Friday, December 27, 2019

What financial forecasters can learn from weathermen

Weathermen are considered the best forecasters for any field of study. We know because there is a lot of data for testing and weathermen are good at using probabilities. They often provide a probability forecasts so that phrases like "there is a 75% chance of rain" can actually be tested.

Studies have shown that a seven-day forecast can accurately predict the weather about 80 percent of the time and a five-day forecast can accurately predict the weather approximately 90 percent of the time. However, a 10-day—or longer—forecast is only right about half the time. 

Their forecast accuracy should be kept in mind when we hear end of year forecasts from many market strategists. The likelihood that their prognostications will prove correct is slim.  Financial forecasts are notoriously poor. 

Models that try and explain financial data have R-squares that are often in the single digits, and while models actually improve over the longer-run, the amount explained is still low. Out-of-sample predictions show further declines as measured y mean squared error. Likely, there is evidence that even a model with low explanatory poor has some value for asset allocation; nevertheless, we should place limited weight on these year-end strategy pieces. 

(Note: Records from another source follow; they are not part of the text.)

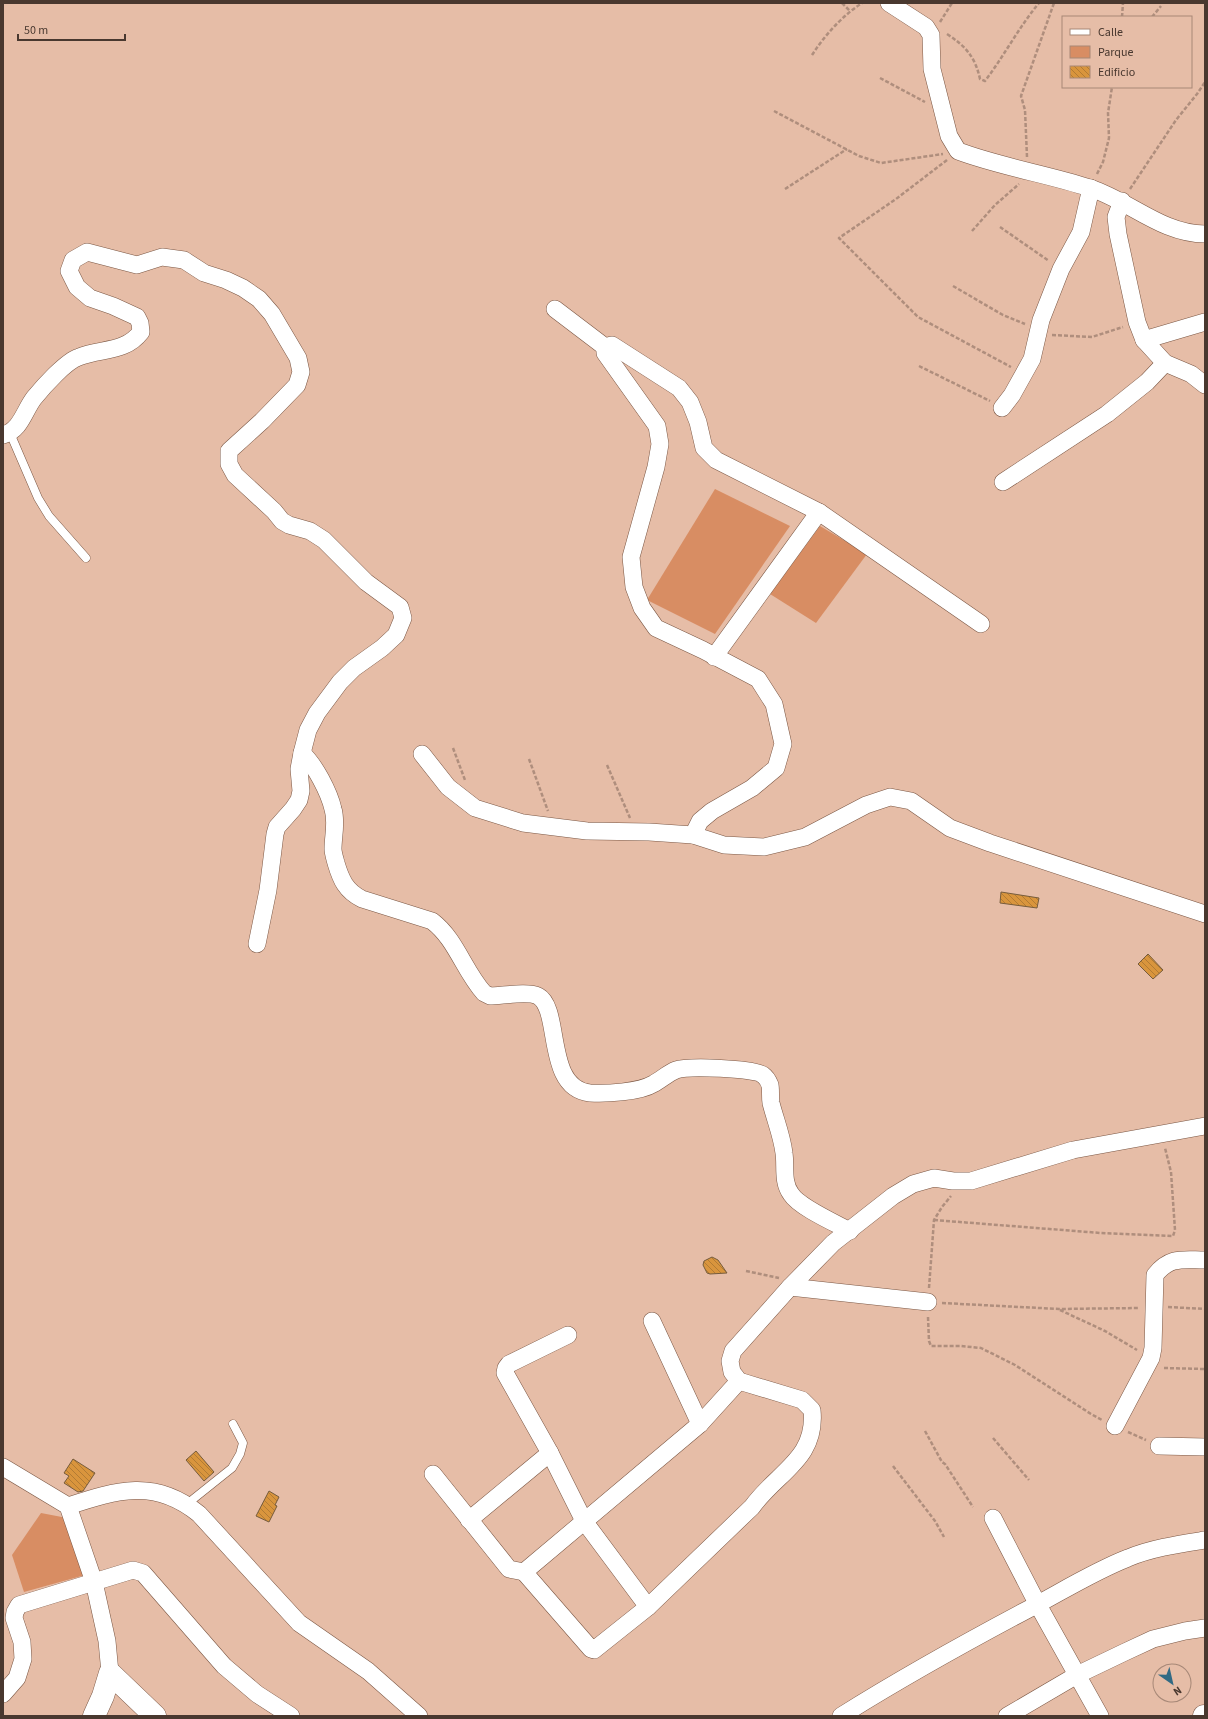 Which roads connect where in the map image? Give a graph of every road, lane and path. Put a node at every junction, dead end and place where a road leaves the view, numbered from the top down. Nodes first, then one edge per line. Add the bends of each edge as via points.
1 (842, 3) edge
2 (862, 3) edge
3 (889, 3) edge
4 (952, 3) edge
5 (1039, 3) edge
6 (1054, 3) edge
7 (1123, 3) edge
8 (1161, 6) dead end
9 (850, 11) junction
10 (1122, 16) edge
11 (1153, 16) edge
12 (933, 31) junction
13 (812, 55) dead end
14 (880, 78) dead end
15 (1205, 82) edge
16 (1112, 88) edge
17 (774, 111) dead end
18 (942, 113) junction
19 (847, 148) junction
20 (958, 151) junction
21 (1029, 172) junction
22 (1091, 188) junction
23 (785, 189) dead end
24 (1122, 201) junction
25 (1000, 227) dead end
26 (972, 231) dead end
27 (1205, 234) edge
28 (1061, 269) junction
29 (953, 286) dead end
30 (555, 309) dead end
31 (1137, 322) junction
32 (1205, 322) edge
33 (1038, 330) junction
34 (1144, 340) junction
35 (605, 347) junction
36 (1165, 363) junction
37 (919, 366) dead end
38 (1024, 374) junction
39 (1205, 385) edge
40 (1002, 408) joint
41 (6, 434) edge
42 (1003, 482) dead end
43 (819, 512) junction
44 (86, 558) dead end
45 (981, 624) dead end
46 (714, 656) junction
47 (302, 754) junction
48 (422, 754) dead end
49 (529, 759) dead end
50 (607, 764) dead end
51 (554, 827) junction
52 (636, 832) junction
53 (693, 835) junction
54 (1205, 914) edge
55 (257, 944) dead end
56 (1205, 1126) edge
57 (1165, 1146) dead end
58 (971, 1181) junction
59 (934, 1220) junction
60 (850, 1231) junction
61 (1205, 1260) edge
62 (746, 1271) dead end
63 (793, 1284) junction
64 (928, 1302) junction
65 (1154, 1306) junction
66 (1059, 1309) junction
67 (1205, 1309) edge
68 (652, 1321) dead end
69 (568, 1335) dead end
70 (1151, 1358) junction
71 (1205, 1369) edge
72 (739, 1382) junction
73 (234, 1424) dead end
74 (700, 1424) junction
75 (1115, 1426) junction
76 (925, 1431) dead end
77 (993, 1438) dead end
78 (1159, 1446) joint
79 (1205, 1447) edge
80 (550, 1453) junction
81 (893, 1466) dead end
82 (3, 1467) edge
83 (433, 1474) dead end
84 (1029, 1480) dead end
85 (187, 1504) junction
86 (68, 1506) junction
87 (973, 1507) dead end
88 (993, 1518) dead end
89 (469, 1520) junction
90 (584, 1521) junction
91 (944, 1537) dead end
92 (1205, 1540) edge
93 (524, 1572) junction
94 (94, 1582) junction
95 (1038, 1604) junction
96 (648, 1607) junction
97 (1205, 1628) edge
98 (110, 1672) junction
99 (1077, 1675) junction
100 (3, 1694) edge
101 (94, 1716) edge
102 (155, 1716) edge
103 (291, 1716) edge
104 (419, 1716) edge
105 (841, 1716) edge
106 (1006, 1716) edge
107 (1100, 1716) edge

1 - 9 path
2 - 9 path
3 - 12 street
4 - 12 path
5 - 12 path via 1030,12 985,81 980,79 971,54 958,41
6 - 21 path via 1022,96
7 - 10 path
8 - 11 path
9 - 13 path via 822,40
12 - 18 street via 932,69
14 - 18 path
15 - 24 path via 1176,120
16 - 22 path via 1108,112 1109,138 1103,162
17 - 19 path
18 - 20 street via 949,136
19 - 20 path via 859,156 881,163
19 - 23 path
20 - 21 street
20 - 38 path via 896,199 838,238 918,317
21 - 22 street
21 - 26 path
22 - 24 street
22 - 28 street via 1081,232
24 - 27 street via 1163,225 1191,234
24 - 31 street via 1116,217 1118,234
25 - 28 path
28 - 33 street
29 - 33 path via 1003,315
30 - 35 street
31 - 33 path via 1092,337 1053,336
31 - 34 street
32 - 34 street
33 - 38 street via 1032,359
34 - 36 street
35 - 43 street via 612,345 679,388 690,402 704,448 716,460
35 - 46 street via 605,353 657,426 660,444 631,557 634,586 642,608 656,628
36 - 39 street via 1192,374
36 - 42 street via 1147,382 1107,414
37 - 40 path
38 - 40 street
41 - 44 lane via 49,516
41 - 47 street via 23,419 33,400 51,378 78,357 125,345 134,341 141,332 137,317 90,298 77,287 68,271 74,260 87,252 137,265 162,257 184,260 204,273 226,280 259,299 272,314 298,358 301,372 296,385 229,451 230,469 285,524 310,531 324,540 366,582 400,607 403,618 396,634 382,648 354,668 336,688 308,730
43 - 45 street
43 - 46 street
46 - 53 street via 758,679 774,704 783,744 776,768 752,788 712,811 700,821
47 - 55 street via 299,769 299,800 274,834 268,890
47 - 60 street via 310,761 334,809 333,851 340,877 353,894 432,921 447,937 484,993 490,996 532,994 544,1001 562,1070 580,1091 602,1093 642,1089 682,1069 706,1068 761,1073 767,1078 770,1086 790,1194
48 - 51 street via 448,787 475,808 523,823
49 - 51 path
50 - 52 path
51 - 52 street
52 - 53 street
53 - 54 street via 724,845 764,847 806,837 866,805 890,797 911,800 950,828
56 - 58 street via 1073,1150
57 - 59 path via 1171,1172 1175,1230 1173,1236
58 - 59 path via 953,1194
58 - 60 street via 934,1178 914,1184 893,1196
59 - 64 path
60 - 63 street via 833,1243
61 - 65 street via 1175,1261 1163,1266 1155,1275
62 - 63 path
63 - 64 street
63 - 72 street via 733,1351 730,1361 732,1372
64 - 66 path
64 - 75 path via 931,1346 981,1348 1015,1365 1091,1414
65 - 66 path via 1132,1309
65 - 67 path
65 - 70 street
66 - 70 path via 1105,1331
68 - 74 street
69 - 80 street via 509,1364 506,1368 506,1373
70 - 71 path via 1155,1360 1153,1372 1165,1368
70 - 75 street
72 - 74 street
72 - 96 street via 802,1400 812,1410 809,1442 802,1455
73 - 85 lane via 242,1443 237,1461 232,1468
74 - 90 street
75 - 78 path
76 - 87 path via 942,1462
77 - 84 path
78 - 79 street
80 - 89 street
80 - 90 street
81 - 91 path via 936,1521
82 - 86 street
83 - 89 street
85 - 86 street via 166,1494 142,1490 107,1493
85 - 104 street via 299,1623 368,1671
86 - 94 street
88 - 95 street
89 - 93 street via 509,1569
90 - 93 street
90 - 96 street
92 - 95 street via 1129,1558
93 - 96 street via 594,1650
94 - 98 street via 107,1641
94 - 100 street via 19,1605 14,1618 22,1642 23,1659 17,1678
94 - 103 street via 133,1570 143,1573 224,1666 257,1694
95 - 99 street
95 - 105 street
97 - 99 street via 1153,1640
98 - 101 main road
98 - 102 main road
99 - 106 street
99 - 107 street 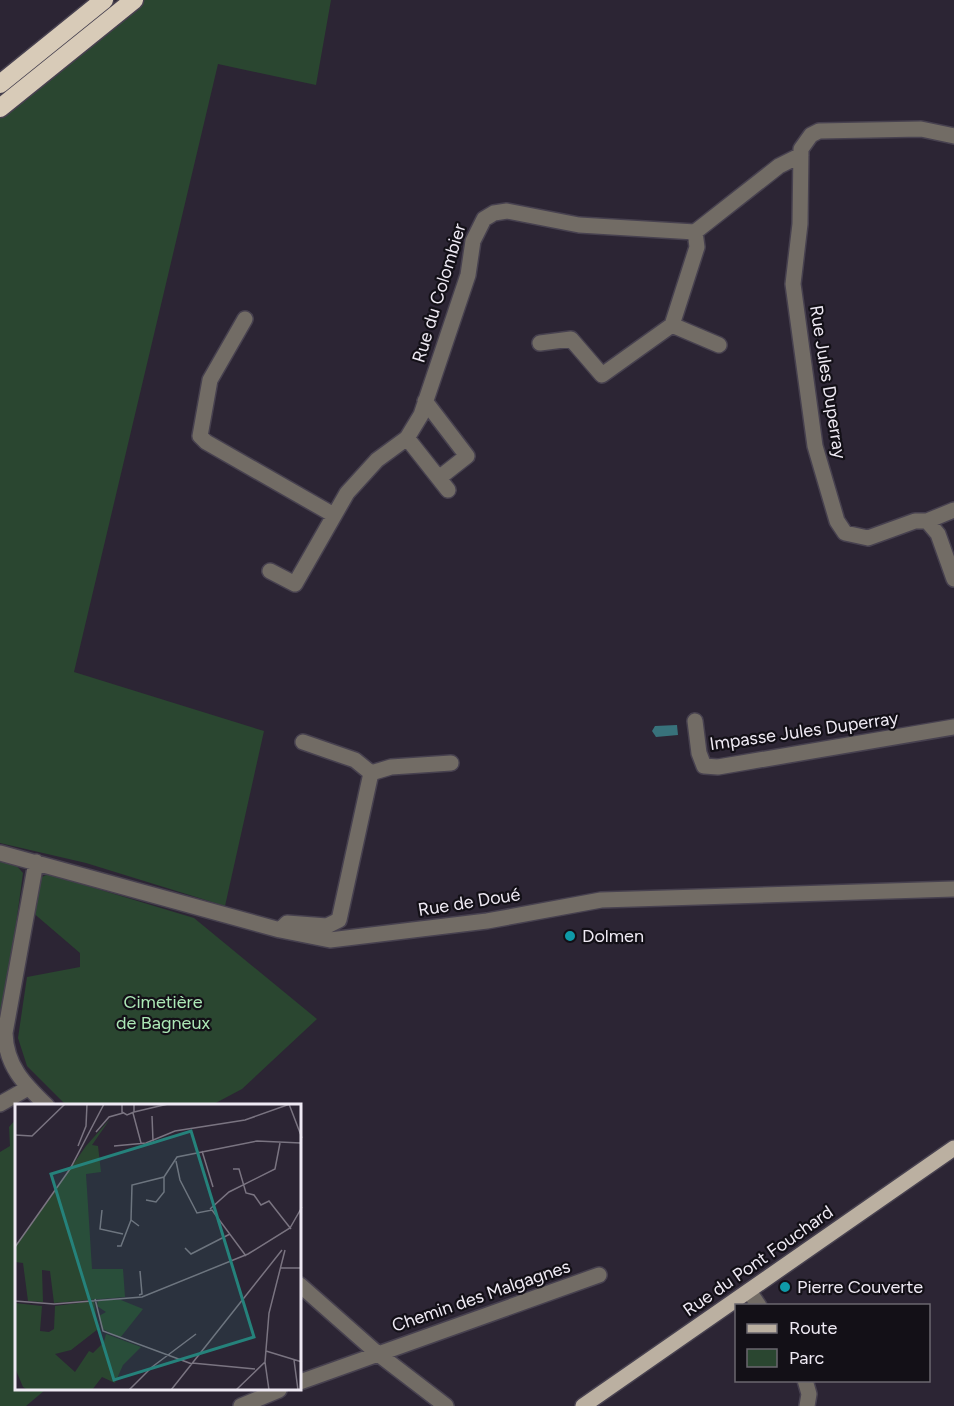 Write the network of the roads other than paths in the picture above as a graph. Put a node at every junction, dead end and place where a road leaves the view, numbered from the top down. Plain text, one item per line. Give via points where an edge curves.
1 (104, 0) edge
2 (134, 0) edge
3 (0, 84) edge
4 (0, 108) edge
5 (954, 136) edge
6 (801, 155) junction
7 (695, 232) junction
8 (244, 319) dead end
9 (672, 325) junction
10 (540, 343) dead end
11 (719, 345) dead end
12 (425, 401) junction
13 (407, 438) junction
14 (954, 510) edge
15 (332, 514) junction
16 (927, 521) junction
17 (270, 571) dead end
18 (954, 579) edge
19 (695, 721) dead end
20 (954, 727) edge
21 (303, 742) dead end
22 (451, 763) dead end
23 (371, 773) junction
24 (0, 853) edge
25 (36, 862) junction
26 (954, 889) edge
27 (280, 930) junction
28 (28, 1088) junction
29 (0, 1104) edge
30 (45, 1104) edge
31 (954, 1148) edge
32 (599, 1275) dead end
33 (302, 1287) edge
34 (749, 1291) junction
35 (758, 1304) edge
36 (377, 1353) junction
37 (302, 1381) edge
38 (806, 1382) edge
39 (275, 1391) edge
40 (241, 1406) edge
41 (446, 1406) edge
42 (583, 1406) edge
43 (807, 1406) edge

1 - 3 highway
2 - 4 highway
5 - 6 street via 921,129 819,131 805,141
6 - 7 street via 779,166
6 - 16 street, Rue Jules Duperray via 800,224 793,284 815,446 837,521 845,532 859,537
7 - 9 street via 697,247
7 - 12 street, Rue du Colombier via 579,225 522,212 494,213 477,229 468,275
8 - 15 street via 210,380 200,436
9 - 10 street via 602,375 571,339
9 - 11 street
12 - 13 street, Rue du Colombier
12 - 13 street via 467,456 443,484
13 - 15 street via 360,476
14 - 16 street, Rue Jules Duperray
15 - 17 street via 295,584
16 - 18 street via 938,534
19 - 20 street, Impasse Jules Duperray via 704,766 718,767
21 - 23 street via 355,760
22 - 23 street via 391,767
23 - 27 street via 339,920 327,926 287,923
24 - 25 street, Rue de Doué
25 - 27 street, Rue de Doué
25 - 28 street via 5,1033 8,1057
26 - 27 street, Rue de Doué via 601,900 486,921 350,939 311,938
28 - 29 street
28 - 30 street
31 - 34 main road, Rue du Pont Fouchard
32 - 36 street, Chemin des Malgagnes
33 - 36 street
34 - 35 street
34 - 42 main road, Rue du Pont Fouchard
36 - 37 street, Chemin des Malgagnes
36 - 41 street
38 - 43 street
39 - 40 street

What should these end of year outlooks tell us? I would highlight three things that should be useful.

1. Provide analysis of where we have been over the last twelve months. A good end of year strategy piece should recap the year and explain why any forecasts were in error or were correct. What surprised investors and why should this not occur again in 2020. 

2. Highlight different issues that can cause change in the coming year. The year-end outlook should focus on the potential issues that will change the current state of markets, the market catalysts. 

3. The outlook should consider different scenarios and outline what will be the impact if those scenarios are realized. The scenarios can be in the form of a base, optimistic, and pessimistic case.  Each should be given some probability weight. 

Most important is that the outlook has precision and some measure of likelihood. Forecast should also be given a path and a horizon. It is not enough to just say that stocks will do better than bonds, or credit spreads may widen. Precision requires thought.  Be like the weatherman who will give a specific forecast, a likelihood, some rationale for what may go wrong, and a narrative for why the forecast will work.